_The problem:_ Should the word "Chatham" occur in a line of the records, copy that line.

_Entries supplied:_

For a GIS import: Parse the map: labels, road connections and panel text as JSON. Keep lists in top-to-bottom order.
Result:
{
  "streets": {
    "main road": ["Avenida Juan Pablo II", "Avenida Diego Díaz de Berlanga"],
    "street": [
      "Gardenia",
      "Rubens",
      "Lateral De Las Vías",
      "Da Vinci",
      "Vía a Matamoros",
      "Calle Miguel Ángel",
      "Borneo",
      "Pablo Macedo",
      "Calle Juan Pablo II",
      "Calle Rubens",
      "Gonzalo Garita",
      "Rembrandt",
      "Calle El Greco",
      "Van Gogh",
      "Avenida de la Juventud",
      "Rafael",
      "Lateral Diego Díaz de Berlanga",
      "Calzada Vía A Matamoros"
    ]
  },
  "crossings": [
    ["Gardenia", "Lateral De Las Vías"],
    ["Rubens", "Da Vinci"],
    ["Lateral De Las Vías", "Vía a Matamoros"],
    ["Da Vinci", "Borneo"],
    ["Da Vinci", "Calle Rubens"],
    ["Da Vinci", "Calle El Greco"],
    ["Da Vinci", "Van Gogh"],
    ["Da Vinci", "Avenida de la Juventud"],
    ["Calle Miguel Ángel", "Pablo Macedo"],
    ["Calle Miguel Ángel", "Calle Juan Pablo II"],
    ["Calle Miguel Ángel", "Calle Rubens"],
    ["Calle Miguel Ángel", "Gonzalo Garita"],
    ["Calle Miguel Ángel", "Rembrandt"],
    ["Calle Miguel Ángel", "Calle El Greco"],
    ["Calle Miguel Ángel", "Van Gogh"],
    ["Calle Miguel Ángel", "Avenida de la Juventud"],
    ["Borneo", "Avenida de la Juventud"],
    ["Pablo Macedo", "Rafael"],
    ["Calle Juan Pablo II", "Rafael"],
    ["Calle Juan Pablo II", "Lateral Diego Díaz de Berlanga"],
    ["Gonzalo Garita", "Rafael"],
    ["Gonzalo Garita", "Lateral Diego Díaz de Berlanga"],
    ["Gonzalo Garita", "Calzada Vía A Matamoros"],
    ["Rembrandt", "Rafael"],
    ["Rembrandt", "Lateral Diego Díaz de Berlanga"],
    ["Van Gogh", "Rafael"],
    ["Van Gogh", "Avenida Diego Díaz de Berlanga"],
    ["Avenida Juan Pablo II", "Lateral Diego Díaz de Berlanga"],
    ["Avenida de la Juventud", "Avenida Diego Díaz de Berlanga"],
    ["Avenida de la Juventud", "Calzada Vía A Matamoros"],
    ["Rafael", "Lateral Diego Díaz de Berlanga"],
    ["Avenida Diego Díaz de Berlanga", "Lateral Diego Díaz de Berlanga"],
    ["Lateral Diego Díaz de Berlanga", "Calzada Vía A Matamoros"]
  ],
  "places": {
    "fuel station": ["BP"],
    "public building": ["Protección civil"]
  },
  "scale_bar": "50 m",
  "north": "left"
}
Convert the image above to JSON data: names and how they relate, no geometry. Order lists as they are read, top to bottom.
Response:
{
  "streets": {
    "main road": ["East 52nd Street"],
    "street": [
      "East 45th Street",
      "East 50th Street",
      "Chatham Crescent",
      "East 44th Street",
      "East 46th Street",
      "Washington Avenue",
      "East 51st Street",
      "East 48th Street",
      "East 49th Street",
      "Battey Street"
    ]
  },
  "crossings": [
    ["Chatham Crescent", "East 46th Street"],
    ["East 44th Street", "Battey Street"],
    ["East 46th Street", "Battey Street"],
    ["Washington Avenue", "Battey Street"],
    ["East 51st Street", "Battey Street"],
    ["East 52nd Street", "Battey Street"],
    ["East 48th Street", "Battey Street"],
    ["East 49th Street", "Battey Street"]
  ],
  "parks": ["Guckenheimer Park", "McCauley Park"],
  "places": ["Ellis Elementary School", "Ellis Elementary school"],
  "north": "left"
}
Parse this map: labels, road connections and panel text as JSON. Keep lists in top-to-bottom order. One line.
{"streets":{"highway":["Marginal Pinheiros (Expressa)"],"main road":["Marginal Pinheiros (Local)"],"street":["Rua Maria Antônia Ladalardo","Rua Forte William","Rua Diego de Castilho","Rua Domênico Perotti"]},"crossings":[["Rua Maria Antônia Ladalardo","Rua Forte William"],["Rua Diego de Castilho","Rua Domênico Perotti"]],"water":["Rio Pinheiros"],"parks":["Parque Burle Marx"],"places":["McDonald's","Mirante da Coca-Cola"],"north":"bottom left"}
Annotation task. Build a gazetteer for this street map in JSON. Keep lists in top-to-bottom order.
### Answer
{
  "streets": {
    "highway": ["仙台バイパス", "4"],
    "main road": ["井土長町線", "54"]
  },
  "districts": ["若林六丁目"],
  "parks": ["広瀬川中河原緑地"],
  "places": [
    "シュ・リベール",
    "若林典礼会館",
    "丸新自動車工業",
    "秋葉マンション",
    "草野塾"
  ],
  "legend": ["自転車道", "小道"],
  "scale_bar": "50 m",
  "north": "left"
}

_Answer box:_
      "Chatham Crescent",
    ["Chatham Crescent", "East 46th Street"],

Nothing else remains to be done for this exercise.